Task goal:
When a record contains an image, skip the image and retype the rest of that record exactly.
----- Source material
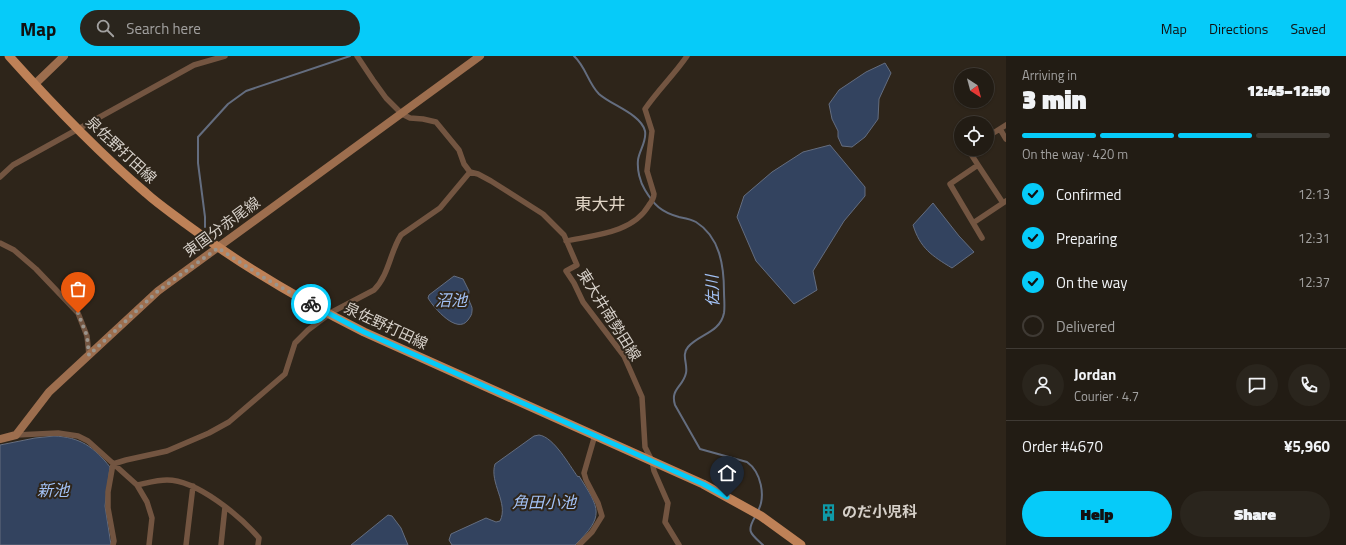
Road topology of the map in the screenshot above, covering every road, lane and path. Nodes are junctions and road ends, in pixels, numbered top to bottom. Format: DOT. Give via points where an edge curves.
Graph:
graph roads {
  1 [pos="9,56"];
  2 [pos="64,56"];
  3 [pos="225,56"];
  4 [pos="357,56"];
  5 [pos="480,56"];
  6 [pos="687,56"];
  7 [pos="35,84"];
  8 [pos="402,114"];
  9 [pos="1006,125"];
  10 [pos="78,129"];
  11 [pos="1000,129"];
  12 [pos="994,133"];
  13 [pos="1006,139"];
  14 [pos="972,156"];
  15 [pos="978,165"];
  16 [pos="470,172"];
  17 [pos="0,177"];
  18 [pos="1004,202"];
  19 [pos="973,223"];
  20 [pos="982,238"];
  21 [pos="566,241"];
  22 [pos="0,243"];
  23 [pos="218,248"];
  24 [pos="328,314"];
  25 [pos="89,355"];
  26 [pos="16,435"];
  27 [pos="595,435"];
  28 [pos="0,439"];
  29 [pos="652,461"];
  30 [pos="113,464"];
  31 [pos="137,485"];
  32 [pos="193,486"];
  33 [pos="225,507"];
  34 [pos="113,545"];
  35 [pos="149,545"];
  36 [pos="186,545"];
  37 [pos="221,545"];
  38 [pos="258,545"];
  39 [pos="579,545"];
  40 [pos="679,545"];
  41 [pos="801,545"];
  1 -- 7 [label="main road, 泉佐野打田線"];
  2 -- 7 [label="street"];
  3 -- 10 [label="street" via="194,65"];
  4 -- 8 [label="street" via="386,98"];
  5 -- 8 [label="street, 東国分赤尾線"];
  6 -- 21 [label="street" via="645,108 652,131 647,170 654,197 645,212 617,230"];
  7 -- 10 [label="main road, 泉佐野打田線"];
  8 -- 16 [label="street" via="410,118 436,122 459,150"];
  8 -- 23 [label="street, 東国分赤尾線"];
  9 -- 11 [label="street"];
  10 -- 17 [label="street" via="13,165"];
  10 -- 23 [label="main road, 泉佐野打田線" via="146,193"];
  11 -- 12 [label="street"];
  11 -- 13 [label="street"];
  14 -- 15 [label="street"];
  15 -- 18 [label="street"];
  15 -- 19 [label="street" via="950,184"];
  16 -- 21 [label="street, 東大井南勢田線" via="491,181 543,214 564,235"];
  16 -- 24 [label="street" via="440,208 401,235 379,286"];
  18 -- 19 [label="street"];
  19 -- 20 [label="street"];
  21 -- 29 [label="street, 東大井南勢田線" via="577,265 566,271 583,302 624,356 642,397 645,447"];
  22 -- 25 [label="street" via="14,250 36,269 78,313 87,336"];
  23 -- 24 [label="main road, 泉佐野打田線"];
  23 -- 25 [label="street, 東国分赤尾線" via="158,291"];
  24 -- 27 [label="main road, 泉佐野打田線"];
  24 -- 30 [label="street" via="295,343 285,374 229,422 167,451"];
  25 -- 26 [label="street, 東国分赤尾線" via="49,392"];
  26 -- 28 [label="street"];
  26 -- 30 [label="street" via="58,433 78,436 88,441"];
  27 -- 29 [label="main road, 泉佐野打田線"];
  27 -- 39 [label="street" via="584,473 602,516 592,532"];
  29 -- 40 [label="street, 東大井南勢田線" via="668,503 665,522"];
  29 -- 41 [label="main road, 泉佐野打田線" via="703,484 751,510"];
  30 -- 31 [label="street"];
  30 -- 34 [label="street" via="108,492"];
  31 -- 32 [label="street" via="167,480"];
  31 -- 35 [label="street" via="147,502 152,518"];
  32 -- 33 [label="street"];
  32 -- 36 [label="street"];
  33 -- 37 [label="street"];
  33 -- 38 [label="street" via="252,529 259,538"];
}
----------
Written solution:
Road topology of the map in the screenshot above, covering every road, lane and path. Nodes are junctions and road ends, in pixels, numbered top to bottom. Format: DOT. Give via points where an edge curves.
Graph:
graph roads {
  1 [pos="9,56"];
  2 [pos="64,56"];
  3 [pos="225,56"];
  4 [pos="357,56"];
  5 [pos="480,56"];
  6 [pos="687,56"];
  7 [pos="35,84"];
  8 [pos="402,114"];
  9 [pos="1006,125"];
  10 [pos="78,129"];
  11 [pos="1000,129"];
  12 [pos="994,133"];
  13 [pos="1006,139"];
  14 [pos="972,156"];
  15 [pos="978,165"];
  16 [pos="470,172"];
  17 [pos="0,177"];
  18 [pos="1004,202"];
  19 [pos="973,223"];
  20 [pos="982,238"];
  21 [pos="566,241"];
  22 [pos="0,243"];
  23 [pos="218,248"];
  24 [pos="328,314"];
  25 [pos="89,355"];
  26 [pos="16,435"];
  27 [pos="595,435"];
  28 [pos="0,439"];
  29 [pos="652,461"];
  30 [pos="113,464"];
  31 [pos="137,485"];
  32 [pos="193,486"];
  33 [pos="225,507"];
  34 [pos="113,545"];
  35 [pos="149,545"];
  36 [pos="186,545"];
  37 [pos="221,545"];
  38 [pos="258,545"];
  39 [pos="579,545"];
  40 [pos="679,545"];
  41 [pos="801,545"];
  1 -- 7 [label="main road, 泉佐野打田線"];
  2 -- 7 [label="street"];
  3 -- 10 [label="street" via="194,65"];
  4 -- 8 [label="street" via="386,98"];
  5 -- 8 [label="street, 東国分赤尾線"];
  6 -- 21 [label="street" via="645,108 652,131 647,170 654,197 645,212 617,230"];
  7 -- 10 [label="main road, 泉佐野打田線"];
  8 -- 16 [label="street" via="410,118 436,122 459,150"];
  8 -- 23 [label="street, 東国分赤尾線"];
  9 -- 11 [label="street"];
  10 -- 17 [label="street" via="13,165"];
  10 -- 23 [label="main road, 泉佐野打田線" via="146,193"];
  11 -- 12 [label="street"];
  11 -- 13 [label="street"];
  14 -- 15 [label="street"];
  15 -- 18 [label="street"];
  15 -- 19 [label="street" via="950,184"];
  16 -- 21 [label="street, 東大井南勢田線" via="491,181 543,214 564,235"];
  16 -- 24 [label="street" via="440,208 401,235 379,286"];
  18 -- 19 [label="street"];
  19 -- 20 [label="street"];
  21 -- 29 [label="street, 東大井南勢田線" via="577,265 566,271 583,302 624,356 642,397 645,447"];
  22 -- 25 [label="street" via="14,250 36,269 78,313 87,336"];
  23 -- 24 [label="main road, 泉佐野打田線"];
  23 -- 25 [label="street, 東国分赤尾線" via="158,291"];
  24 -- 27 [label="main road, 泉佐野打田線"];
  24 -- 30 [label="street" via="295,343 285,374 229,422 167,451"];
  25 -- 26 [label="street, 東国分赤尾線" via="49,392"];
  26 -- 28 [label="street"];
  26 -- 30 [label="street" via="58,433 78,436 88,441"];
  27 -- 29 [label="main road, 泉佐野打田線"];
  27 -- 39 [label="street" via="584,473 602,516 592,532"];
  29 -- 40 [label="street, 東大井南勢田線" via="668,503 665,522"];
  29 -- 41 [label="main road, 泉佐野打田線" via="703,484 751,510"];
  30 -- 31 [label="street"];
  30 -- 34 [label="street" via="108,492"];
  31 -- 32 [label="street" via="167,480"];
  31 -- 35 [label="street" via="147,502 152,518"];
  32 -- 33 [label="street"];
  32 -- 36 [label="street"];
  33 -- 37 [label="street"];
  33 -- 38 [label="street" via="252,529 259,538"];
}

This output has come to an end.